Şebinkarahisar/1
Ceviz denilince Şebin, Şebin denilince Şebinkarahisar, Şebinkarahisar denilince karadut, karadut denilince karadut pekmezi akla gelir.
Neden ceviz denilince Şebin, Şebin denilince Şebinkarahisar akla gelir mi diyorsunuz?
Çünkü ülkemizin tescil edilmiş ilk yerli ceviz çeşidlerinden biri Şebin’dir ve Şebin ceviz çeşidinin köken olarak ana ağacı Şebinkarahisar ilçemizdedir de ondan.

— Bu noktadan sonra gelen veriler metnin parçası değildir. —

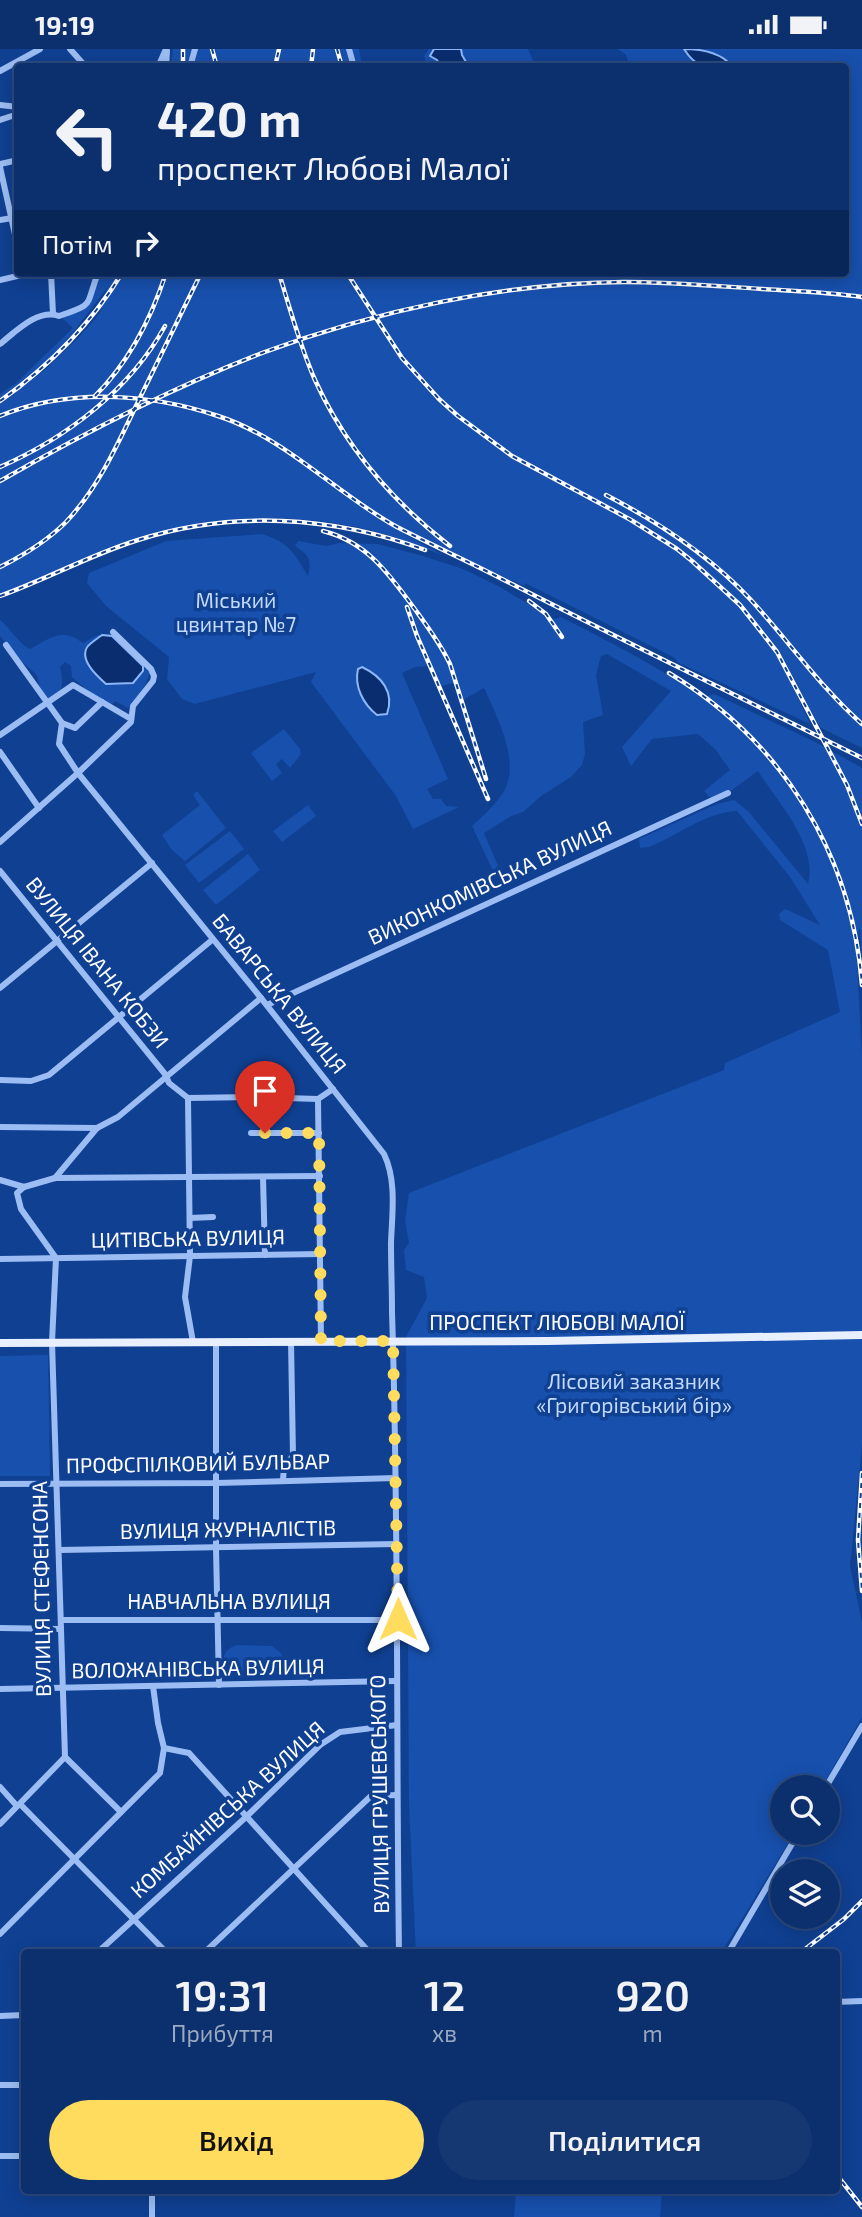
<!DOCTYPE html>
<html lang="uk">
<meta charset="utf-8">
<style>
body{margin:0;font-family:"Exo 2",sans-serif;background:#153873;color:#f1f3f6;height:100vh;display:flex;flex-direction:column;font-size:26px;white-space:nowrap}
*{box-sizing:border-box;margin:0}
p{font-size:23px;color:#9aa9c2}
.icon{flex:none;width:38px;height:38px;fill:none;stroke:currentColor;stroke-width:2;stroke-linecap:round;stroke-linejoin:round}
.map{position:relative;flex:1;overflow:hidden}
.details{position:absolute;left:21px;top:1900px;width:819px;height:245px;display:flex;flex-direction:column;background:#0c306e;border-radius:7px;box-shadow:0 4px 18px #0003,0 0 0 2px #2c4b81}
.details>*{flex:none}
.top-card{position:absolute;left:14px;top:14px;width:835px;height:214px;border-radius:7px;box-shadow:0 4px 18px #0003,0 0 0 2px #2c4b81;background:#0c306e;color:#f1f3f6;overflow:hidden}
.tools{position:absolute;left:770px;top:1726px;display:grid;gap:14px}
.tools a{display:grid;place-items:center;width:70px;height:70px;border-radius:50%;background:#0c306e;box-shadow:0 4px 18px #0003,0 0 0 2px #2c4b81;font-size:35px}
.pin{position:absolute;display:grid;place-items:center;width:60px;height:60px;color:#fff;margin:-72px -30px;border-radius:50% 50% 50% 0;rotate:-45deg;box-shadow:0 0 7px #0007}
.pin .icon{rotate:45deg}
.me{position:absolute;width:77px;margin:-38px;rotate:0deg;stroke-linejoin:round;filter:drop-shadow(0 0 5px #0008)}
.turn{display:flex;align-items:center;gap:24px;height:147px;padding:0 28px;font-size:32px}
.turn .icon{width:91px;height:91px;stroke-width:2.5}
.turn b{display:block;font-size:49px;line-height:60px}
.then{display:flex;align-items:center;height:66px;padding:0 28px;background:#0003;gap:14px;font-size:26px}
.eta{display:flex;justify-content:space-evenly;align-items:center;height:119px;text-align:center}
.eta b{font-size:42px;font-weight:600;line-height:49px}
.cta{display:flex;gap:14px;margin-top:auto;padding:14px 28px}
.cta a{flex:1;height:80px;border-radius:42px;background:#ffdb5e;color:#111;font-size:28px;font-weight:600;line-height:80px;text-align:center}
.cta a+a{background:#153873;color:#f1f3f6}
.status{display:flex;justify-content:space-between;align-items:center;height:49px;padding:0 35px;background:#0c306e;direction:ltr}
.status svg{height:19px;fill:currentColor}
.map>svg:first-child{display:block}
.green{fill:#1750ad}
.water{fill:#092d6e;stroke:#8db7f7;stroke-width:2}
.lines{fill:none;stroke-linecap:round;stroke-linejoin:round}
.minor{stroke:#9cbdf3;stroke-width:6}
.major{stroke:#e8efff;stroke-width:8}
.rail-casing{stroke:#fff;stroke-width:4.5}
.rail{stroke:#104092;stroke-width:2;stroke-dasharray:5;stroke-linecap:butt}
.route{stroke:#ffdb5e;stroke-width:12;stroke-dasharray:0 21.6}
.labels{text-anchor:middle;stroke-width:7;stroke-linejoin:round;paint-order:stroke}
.park-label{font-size:21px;fill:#c3dafe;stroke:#104092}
.street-label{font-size:21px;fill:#fff;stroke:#104092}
</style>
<div class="status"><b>19:19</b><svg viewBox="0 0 49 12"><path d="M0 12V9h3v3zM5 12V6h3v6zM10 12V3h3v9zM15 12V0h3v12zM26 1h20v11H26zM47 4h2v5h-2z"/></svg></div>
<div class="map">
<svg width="862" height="2168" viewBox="0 0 862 2168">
<rect width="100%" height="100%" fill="#104092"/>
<g class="green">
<path d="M173 0H359L362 17 171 18Z"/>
<path d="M429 0H528L535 17H428L424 7Z"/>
<path d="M618 0H862V699L821 679 791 633 810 675 677 613 675 609 525 534V537L402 484 445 507C425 500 405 491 385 485 307 463 215 464 138 489 91 504 47 528 0 545V355L46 320 79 288 100 264 107 239 62 298 34 324 0 350V345L16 334 73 279 62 269C92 259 90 252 101 224H845V18L628 17 629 15 626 6Z"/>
<path d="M262 485C289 493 294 504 308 527 312 511 309 506 295 497L298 492 326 497 339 494 378 495 423 507 463 520 498 537 537 560 549 572 561 568C609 593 659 617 702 649L714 645 725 650 819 695 862 719V914L860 877 856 895 862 1007V1396L850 1517 862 1573V1668L822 1738H782V1783H795L721 1904H416L409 1756 406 1288 427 1249 424 1228 406 1221 404 1201 409 1194 405 1172 409 1144 724 1021 725 1014 840 963 828 901 780 871 779 865 785 860 820 876 790 828 737 762C706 763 677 787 649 798L640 799 639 790 717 755 734 751 748 762 808 835C818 795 778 754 758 722L728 744 712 751 704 742 730 721 715 700 698 685 652 690 631 717 622 698 671 642 607 605 601 607 596 626 603 666 583 673 585 705 582 716 571 728 541 747 523 763 511 767 484 784 498 817 493 822 472 777C484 766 497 755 505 740 520 712 496 665 484 639L463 651 458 633 441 637 432 617 415 618 402 624 448 730 427 740 433 750H441L446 757 459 758 413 780 396 747 311 633 316 623 195 655 182 650 167 630 169 608 106 557 87 534 89 524 166 492Z"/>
<path d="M0 571C11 580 18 594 30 600 50 589 62 578 83 594L98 586 111 585 151 623 142 642 128 659 115 652 108 659 72 628 71 617 65 613 60 618C64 635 63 642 52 655L41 642 37 626 21 612 0 587Z"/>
<path d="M284 680 300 700 301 705 290 719 282 710 276 715 282 724 272 732 251 704Z"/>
<path d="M197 742 226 779 185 812 172 801 162 786 200 756 193 746Z"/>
<path d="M308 756 316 767 282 793 273 782Z"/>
<path d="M230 782 244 800 199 834 185 816Z"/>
<path d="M248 805 260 821 216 856 203 841Z"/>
<path d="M48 1306 50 1427H0V1307Z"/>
<path d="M237 1596 272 1597 282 1605V1614C280 1618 279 1620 274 1622 268 1625 236 1624 230 1620 218 1611 225 1599 237 1596Z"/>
<path d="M516 2142H662L660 2168H514Z"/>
</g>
<g class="water">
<path d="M434 0H461L462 6 466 13 465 17H441L437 11 430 7Z"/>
<path d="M684 0C701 0 721 4 732 17 708 18 698 22 684 0Z"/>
<path d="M102 586 112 587 143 617V622L133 634 106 635C97 627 78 610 88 597 92 593 98 589 102 586Z"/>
<path d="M362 618C381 627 395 643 387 665L377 666C363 655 354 637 358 620Z"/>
</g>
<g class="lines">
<g class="minor">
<path d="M70 0 86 18"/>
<path d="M349 0 354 18"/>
<path d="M158 18 166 0"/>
<path d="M166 18 167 2"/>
<path d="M190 18 195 0"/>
<path d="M0 22 40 0"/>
<path d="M0 56 18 58"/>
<path d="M0 71 18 65"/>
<path d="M0 115 18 111"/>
<path d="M0 118 18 199"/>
<path d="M0 171 18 168"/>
<path d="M51 224 53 265"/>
<path d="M0 231 30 224"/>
<path d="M0 295C15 283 38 259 59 267 95 255 85 258 98 224"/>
<path d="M6 596 62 674 59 695 78 724 261 949 384 1105C397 1132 392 1165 391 1194 391 1217 392 1240 392 1263 399 1477 396 1690 399 1904"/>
<path d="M62 674 75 679 102 653"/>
<path d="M0 686 73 636 131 670"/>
<path d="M0 703 39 759"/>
<path d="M0 793 78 724 131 673 133 657 153 632 154 627 151 620 113 583"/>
<path d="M0 822 165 1025 169 1034 188 1049 253 1048 318 1050"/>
<path d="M0 939 152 814"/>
<path d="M267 956 728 744"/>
<path d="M0 1031 31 1032 49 1026 212 891"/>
<path d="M253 1048 254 1022"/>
<path d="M188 1049 190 1207 185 1248 193 1293"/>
<path d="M0 1078 97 1079"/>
<path d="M251 1084H319"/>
<path d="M263 1128 265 1206"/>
<path d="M55 1129 97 1079 118 1068 261 949"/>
<path d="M0 1131 24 1138 55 1129 320 1127"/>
<path d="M24 1138 17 1144 21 1160 56 1209 52 1293 65 1708 121 1763"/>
<path d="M190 1169 213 1168"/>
<path d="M0 1210 322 1205"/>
<path d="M321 1292 318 1050 333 1040"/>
<path d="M216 1293V1499L219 1636"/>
<path d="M283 1431 284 1418 293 1407 291 1292"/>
<path d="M0 1435 216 1434 396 1429"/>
<path d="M59 1501 397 1495"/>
<path d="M61 1571H398"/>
<path d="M0 1579 61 1580"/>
<path d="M0 1640 396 1632"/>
<path d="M164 1699 189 1704 370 1904"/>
<path d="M0 1738 17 1757"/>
<path d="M826 1738 862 1677"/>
<path d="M20 1755 167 1904"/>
<path d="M0 1775 65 1708"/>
<path d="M0 1885 160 1724 164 1699 158 1674 153 1637"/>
<path d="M97 1904 246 1768 320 1696 340 1683 397 1676"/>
<path d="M204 1904 371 1747 397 1746"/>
<path d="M728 1904 799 1783"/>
<path d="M836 1953 862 1952"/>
<path d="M0 1967 24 1966"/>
<path d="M0 2036H24"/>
<path d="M0 2107H24"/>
<path d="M152 2142V2168"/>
</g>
<path class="major" d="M0 1294 548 1292 862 1286"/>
<g class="rail-casing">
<g id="rail">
<path d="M212 0 217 18"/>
<path d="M337 0 342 18"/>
<path d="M183 18V0"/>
<path d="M275 18 279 0"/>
<path d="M311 18 313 0"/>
<path d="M279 224C290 260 300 297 315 331 345 397 393 453 450 497"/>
<path d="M347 224 402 309 439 350 458 367 512 407 631 471 677 500 692 512 740 556 777 603 847 736 862 775"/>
<path d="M95 347C129 313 151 270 166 224"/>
<path d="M0 352C48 318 91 275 122 224"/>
<path d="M0 367C68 339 149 344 218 367 286 389 335 444 397 478 432 496 467 512 502 530 621 591 742 649 862 709"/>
<path d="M0 418C66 389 130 341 165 277"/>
<path d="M0 432C84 384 171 339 262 304 375 262 503 234 624 233 670 233 716 237 762 240 795 242 829 243 862 248"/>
<path d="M606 446C660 474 709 506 750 550 788 591 820 638 862 675"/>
<path d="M323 482C367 493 389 525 414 559 427 577 440 594 450 615L486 730"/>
<path d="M0 518C24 506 47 492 66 473 97 440 116 399 135 359 157 314 179 269 201 224"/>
<path d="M0 547C47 530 90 506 138 491 231 461 334 467 425 501"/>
<path d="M529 552 546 565 562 588"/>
<path d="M407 558 417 587 488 750"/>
<path d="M669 624C782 692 852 805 862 936"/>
<path d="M862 1424 858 1491 862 1542"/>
<path d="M800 1904 844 1870 862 1852"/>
<path d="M836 2125 862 2158"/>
</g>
</g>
<use href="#rail" class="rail"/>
</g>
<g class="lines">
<path class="route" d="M265 1084H319L321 1292H393L398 1570"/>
</g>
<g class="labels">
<g class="park-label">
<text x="236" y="559">Міський<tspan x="236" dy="24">цвинтар №7</tspan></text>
<text x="634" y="1340">Лісовий заказник<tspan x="634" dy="24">«Григорівський бір»</tspan></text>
</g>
<g class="street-label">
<text transform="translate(490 834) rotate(-25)" y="7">ВИКОНКОМІВСЬКА ВУЛИЦЯ</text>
<text transform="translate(97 914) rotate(51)" y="7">ВУЛИЦЯ ІВАНА КОБЗИ</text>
<text transform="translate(279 945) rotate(51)" y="7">БАВАРСЬКА ВУЛИЦЯ</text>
<text transform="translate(188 1190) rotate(-1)" y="7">ЦИТІВСЬКА ВУЛИЦЯ</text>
<text x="557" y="1281">ПРОСПЕКТ ЛЮБОВІ МАЛОЇ</text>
<text transform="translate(198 1415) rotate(-1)" y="7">ПРОФСПІЛКОВИЙ БУЛЬВАР</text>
<text transform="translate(228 1481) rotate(-1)" y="7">ВУЛИЦЯ ЖУРНАЛІСТІВ</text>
<text transform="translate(42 1540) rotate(-91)" y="7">ВУЛИЦЯ СТЕФЕНСОНА</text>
<text x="229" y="1560">НАВЧАЛЬНА ВУЛИЦЯ</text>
<text transform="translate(198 1620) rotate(-1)" y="7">ВОЛОЖАНІВСЬКА ВУЛИЦЯ</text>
<text transform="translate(380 1745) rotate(-91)" y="7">ВУЛИЦЯ ГРУШЕВСЬКОГО</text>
<text transform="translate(228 1761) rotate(-42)" y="7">КОМБАЙНІВСЬКА ВУЛИЦЯ</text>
</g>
</g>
</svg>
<div class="tools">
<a><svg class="icon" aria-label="search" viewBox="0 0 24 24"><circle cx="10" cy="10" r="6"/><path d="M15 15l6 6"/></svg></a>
<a><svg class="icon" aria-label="layers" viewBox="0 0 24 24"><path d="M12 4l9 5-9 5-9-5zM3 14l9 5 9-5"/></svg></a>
</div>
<div class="pin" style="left:265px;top:1084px;background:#d93025"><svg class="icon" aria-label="arrive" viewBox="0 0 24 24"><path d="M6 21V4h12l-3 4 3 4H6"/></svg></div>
<svg class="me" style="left:398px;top:1570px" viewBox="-20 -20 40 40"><path d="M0-17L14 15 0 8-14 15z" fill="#ffdb5e" stroke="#fff" stroke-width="4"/></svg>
<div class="top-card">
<div class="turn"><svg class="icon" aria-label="left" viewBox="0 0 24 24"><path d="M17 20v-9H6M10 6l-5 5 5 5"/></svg><div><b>420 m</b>проспект Любові Малої</div></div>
<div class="then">Потім<svg class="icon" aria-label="right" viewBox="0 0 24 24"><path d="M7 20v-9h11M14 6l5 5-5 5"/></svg></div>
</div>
<section class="details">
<div class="eta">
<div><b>19:31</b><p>Прибуття</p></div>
<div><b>12</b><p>хв</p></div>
<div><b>920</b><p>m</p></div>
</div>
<div class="cta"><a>Вихід</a><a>Поділитися</a></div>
</section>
</div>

Bu bakımdan Osmanlı’nın sancak merkezi, Türkiye Cumhuriyet’inin ilk döneminin il merkezi olan Şebinkarahisar’ımız oldukça şanslı sayılmalıdır.
Ve Şebinkarahisar’ımız bu şansı, Cevizin Evliya Çelebisi Dr. Gültekin Çelebioğlu sayesinde yakalamıştır.
Ne zaman ki değerli meslektaşım, sevgili ağabeyim, merhum Gültekin Çelebioğlu’nun yolu Şebinkarahisar’a uğramış ve oranın Kırkgöz mahallesinde Mehmet Yüksel amcanın ağacını bulmuş...
Elbet bu buluşla iş bitmemiş. Bu ağaçtan aşı kalemleri alıp, o zamanın zor şartlarında Yalova’ya götürmüş ve o kalemleri uygun anaçlara aşılayarak aşılı fidanlar elde etmiş. Bu fidanlar ağaç olup meyveye durmuş. Bunların meyvelerini değerlendirmiş ve sonuçları tescile göndermiş. Yani uzun bir uğraş sonucu bugün ülkemizin her yerinde çok aranan bir çeşit olarak yetiştiriciliği yapılan Şebin ceviz çeşidi ortaya çıkmış...
Ülkemiz ceviz yetiştirciliği Merhum Gültekin Çelebioğlu’na çok şey borçludur. Ve özellikle cevizin aşılı fidanlarla üretilmesini...
Kendisini bir kere daha rahmetle anıyorum.
•
Çocukluğumuzda okula giderken kimi zaman ekmek katığı olarak çantamıza konulmasını bir kenara bırakacak olursak; cevizle bilimsel anlamda ilk tanışmam doktora çalışmasını tamamladıktan sonra oldu.
Osmanlı döneminde yetişen büyükleri bir yana bırakacak olursak, bana göre Cumhuriyet dönemi Şebinkarahisar’ının yetiştirdiği en büyük iki insan, Hocam, Tamarza’lı Efsane Rektör Prof.Dr.Mithat Özsan ile Efsane Öğretmen Hüseyin Hüsnü Tekışık’tır.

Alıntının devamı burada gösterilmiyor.